## What you will do
Identify and pull out each line of the entries in which "Clotilde" occurs.

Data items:
■ ■ ■ ■ ■ ■ ■

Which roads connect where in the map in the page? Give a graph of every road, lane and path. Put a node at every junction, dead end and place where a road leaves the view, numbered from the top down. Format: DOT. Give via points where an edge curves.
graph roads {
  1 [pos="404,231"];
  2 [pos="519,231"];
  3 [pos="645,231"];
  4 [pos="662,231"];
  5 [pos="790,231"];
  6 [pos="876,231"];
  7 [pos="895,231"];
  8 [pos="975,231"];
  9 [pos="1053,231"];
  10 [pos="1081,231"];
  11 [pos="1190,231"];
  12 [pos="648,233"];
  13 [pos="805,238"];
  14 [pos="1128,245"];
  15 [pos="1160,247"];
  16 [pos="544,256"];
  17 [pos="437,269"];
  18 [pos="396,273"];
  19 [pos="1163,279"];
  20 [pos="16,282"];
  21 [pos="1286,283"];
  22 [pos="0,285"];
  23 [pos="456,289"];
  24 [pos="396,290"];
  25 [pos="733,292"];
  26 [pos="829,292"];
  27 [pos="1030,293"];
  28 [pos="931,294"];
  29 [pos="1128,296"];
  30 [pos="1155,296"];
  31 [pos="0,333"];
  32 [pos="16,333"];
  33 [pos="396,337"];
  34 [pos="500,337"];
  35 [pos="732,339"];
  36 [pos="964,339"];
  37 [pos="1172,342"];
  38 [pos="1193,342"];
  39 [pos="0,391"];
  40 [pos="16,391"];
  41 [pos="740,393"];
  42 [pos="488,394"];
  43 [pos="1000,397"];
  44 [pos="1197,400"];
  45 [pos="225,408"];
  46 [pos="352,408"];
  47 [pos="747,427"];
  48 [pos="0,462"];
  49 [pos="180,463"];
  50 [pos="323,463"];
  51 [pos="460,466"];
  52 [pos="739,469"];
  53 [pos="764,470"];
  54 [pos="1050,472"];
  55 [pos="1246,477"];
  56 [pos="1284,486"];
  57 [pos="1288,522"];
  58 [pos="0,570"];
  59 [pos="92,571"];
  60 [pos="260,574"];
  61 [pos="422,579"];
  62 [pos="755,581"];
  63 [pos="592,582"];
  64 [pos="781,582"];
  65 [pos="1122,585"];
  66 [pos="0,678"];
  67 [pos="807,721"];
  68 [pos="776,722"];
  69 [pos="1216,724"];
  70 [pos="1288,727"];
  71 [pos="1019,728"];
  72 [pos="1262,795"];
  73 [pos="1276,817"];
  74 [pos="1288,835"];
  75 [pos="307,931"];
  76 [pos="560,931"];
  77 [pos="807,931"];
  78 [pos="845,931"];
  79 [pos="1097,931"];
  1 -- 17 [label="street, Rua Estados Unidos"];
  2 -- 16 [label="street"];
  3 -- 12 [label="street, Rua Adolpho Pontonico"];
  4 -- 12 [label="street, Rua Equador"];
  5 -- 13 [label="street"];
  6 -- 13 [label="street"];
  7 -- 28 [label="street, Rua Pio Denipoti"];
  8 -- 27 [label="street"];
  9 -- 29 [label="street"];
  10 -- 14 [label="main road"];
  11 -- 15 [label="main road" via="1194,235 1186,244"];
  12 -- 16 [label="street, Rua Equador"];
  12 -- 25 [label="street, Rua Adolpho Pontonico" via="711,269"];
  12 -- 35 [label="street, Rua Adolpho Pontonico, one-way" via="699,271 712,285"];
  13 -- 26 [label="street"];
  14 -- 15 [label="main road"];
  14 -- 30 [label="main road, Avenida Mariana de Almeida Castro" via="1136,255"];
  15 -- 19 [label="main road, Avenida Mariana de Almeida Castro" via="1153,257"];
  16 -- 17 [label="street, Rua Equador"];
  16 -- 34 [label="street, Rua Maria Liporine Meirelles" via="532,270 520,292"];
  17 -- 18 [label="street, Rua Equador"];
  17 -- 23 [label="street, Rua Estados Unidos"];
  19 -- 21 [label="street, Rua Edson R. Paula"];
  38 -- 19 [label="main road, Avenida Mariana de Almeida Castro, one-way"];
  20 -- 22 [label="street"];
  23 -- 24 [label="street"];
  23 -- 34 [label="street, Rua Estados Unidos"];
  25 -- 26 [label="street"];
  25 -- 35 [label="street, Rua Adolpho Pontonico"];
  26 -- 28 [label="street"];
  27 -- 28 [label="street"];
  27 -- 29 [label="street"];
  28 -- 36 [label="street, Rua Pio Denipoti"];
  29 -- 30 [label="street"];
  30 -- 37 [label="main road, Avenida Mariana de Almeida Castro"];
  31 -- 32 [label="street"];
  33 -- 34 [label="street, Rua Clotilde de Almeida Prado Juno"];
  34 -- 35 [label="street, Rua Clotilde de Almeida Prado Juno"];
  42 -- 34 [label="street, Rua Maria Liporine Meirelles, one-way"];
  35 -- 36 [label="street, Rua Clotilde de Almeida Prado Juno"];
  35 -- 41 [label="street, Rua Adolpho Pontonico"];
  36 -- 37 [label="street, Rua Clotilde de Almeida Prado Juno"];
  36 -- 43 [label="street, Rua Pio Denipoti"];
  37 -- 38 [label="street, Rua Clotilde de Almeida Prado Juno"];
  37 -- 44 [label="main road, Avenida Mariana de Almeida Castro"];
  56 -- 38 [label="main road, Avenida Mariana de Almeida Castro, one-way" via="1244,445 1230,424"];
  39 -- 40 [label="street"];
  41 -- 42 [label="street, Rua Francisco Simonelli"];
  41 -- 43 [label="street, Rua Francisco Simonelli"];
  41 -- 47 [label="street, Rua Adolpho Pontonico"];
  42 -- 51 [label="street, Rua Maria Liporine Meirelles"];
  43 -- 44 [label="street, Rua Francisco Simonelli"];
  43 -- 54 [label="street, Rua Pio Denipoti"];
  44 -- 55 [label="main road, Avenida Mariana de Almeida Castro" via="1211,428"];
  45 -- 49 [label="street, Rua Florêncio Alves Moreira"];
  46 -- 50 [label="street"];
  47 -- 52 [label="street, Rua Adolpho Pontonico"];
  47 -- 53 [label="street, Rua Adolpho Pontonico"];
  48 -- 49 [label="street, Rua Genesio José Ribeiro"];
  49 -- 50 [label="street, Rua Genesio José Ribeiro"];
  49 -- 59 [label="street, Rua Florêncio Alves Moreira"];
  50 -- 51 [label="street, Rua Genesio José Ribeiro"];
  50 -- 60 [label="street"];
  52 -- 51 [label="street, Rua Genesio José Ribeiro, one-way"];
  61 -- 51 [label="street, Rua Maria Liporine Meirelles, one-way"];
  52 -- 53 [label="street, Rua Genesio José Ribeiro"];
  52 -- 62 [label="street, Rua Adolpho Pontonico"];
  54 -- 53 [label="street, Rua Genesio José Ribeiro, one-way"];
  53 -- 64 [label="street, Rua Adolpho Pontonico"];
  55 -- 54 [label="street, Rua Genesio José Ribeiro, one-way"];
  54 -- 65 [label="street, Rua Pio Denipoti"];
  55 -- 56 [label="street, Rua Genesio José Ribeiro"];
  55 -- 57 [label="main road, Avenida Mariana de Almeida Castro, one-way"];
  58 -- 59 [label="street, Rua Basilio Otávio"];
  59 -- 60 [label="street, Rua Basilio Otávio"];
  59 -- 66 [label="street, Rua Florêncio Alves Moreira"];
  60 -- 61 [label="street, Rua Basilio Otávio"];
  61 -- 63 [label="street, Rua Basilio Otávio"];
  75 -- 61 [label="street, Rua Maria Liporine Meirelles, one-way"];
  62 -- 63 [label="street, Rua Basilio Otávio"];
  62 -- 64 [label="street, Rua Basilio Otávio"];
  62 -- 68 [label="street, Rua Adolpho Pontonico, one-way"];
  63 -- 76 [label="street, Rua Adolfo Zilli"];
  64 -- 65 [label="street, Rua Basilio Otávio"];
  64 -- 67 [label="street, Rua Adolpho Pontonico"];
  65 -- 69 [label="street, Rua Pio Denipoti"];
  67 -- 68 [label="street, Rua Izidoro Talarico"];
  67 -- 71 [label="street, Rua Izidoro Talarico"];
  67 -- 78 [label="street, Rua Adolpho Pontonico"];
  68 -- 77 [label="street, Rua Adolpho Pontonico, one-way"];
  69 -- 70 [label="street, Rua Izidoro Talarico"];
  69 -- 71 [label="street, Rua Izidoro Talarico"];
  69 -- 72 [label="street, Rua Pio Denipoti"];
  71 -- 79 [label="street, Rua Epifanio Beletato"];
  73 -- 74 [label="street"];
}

■ ■ ■ ■ ■ ■ ■

## Answer for this exercise
  33 -- 34 [label="street, Rua Clotilde de Almeida Prado Juno"];
  34 -- 35 [label="street, Rua Clotilde de Almeida Prado Juno"];
  35 -- 36 [label="street, Rua Clotilde de Almeida Prado Juno"];
  36 -- 37 [label="street, Rua Clotilde de Almeida Prado Juno"];
  37 -- 38 [label="street, Rua Clotilde de Almeida Prado Juno"];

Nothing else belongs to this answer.